● Problem details:
Where does the word "VALÈNCIA" occur in the entries below? Copy every line that has it.

● Records shown:
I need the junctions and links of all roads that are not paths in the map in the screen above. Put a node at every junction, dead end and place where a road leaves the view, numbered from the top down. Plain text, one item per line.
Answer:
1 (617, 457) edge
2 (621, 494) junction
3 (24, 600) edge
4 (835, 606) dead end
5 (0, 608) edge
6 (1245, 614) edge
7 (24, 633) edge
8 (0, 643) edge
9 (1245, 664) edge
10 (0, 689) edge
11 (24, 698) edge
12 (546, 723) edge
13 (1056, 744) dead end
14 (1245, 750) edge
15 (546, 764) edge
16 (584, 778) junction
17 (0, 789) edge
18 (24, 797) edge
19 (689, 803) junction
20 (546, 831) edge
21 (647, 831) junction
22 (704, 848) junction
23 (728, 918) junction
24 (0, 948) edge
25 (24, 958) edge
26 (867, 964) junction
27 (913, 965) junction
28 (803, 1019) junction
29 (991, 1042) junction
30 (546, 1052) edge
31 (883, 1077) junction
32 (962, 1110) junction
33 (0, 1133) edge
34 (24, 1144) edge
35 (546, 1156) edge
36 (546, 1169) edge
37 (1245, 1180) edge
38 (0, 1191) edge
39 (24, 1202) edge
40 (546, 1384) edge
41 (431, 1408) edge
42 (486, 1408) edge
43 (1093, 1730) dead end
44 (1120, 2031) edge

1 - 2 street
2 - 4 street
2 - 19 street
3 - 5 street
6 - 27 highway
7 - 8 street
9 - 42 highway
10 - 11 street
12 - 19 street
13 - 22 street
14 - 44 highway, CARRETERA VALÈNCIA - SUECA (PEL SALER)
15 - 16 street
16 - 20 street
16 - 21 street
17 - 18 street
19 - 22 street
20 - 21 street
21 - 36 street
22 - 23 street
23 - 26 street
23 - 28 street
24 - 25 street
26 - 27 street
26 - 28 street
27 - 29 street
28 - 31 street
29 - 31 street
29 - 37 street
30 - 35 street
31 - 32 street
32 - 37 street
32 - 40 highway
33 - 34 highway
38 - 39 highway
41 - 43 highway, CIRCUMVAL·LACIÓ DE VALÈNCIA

● Response to the task:
14 - 44 highway, CARRETERA VALÈNCIA - SUECA (PEL SALER)
41 - 43 highway, CIRCUMVAL·LACIÓ DE VALÈNCIA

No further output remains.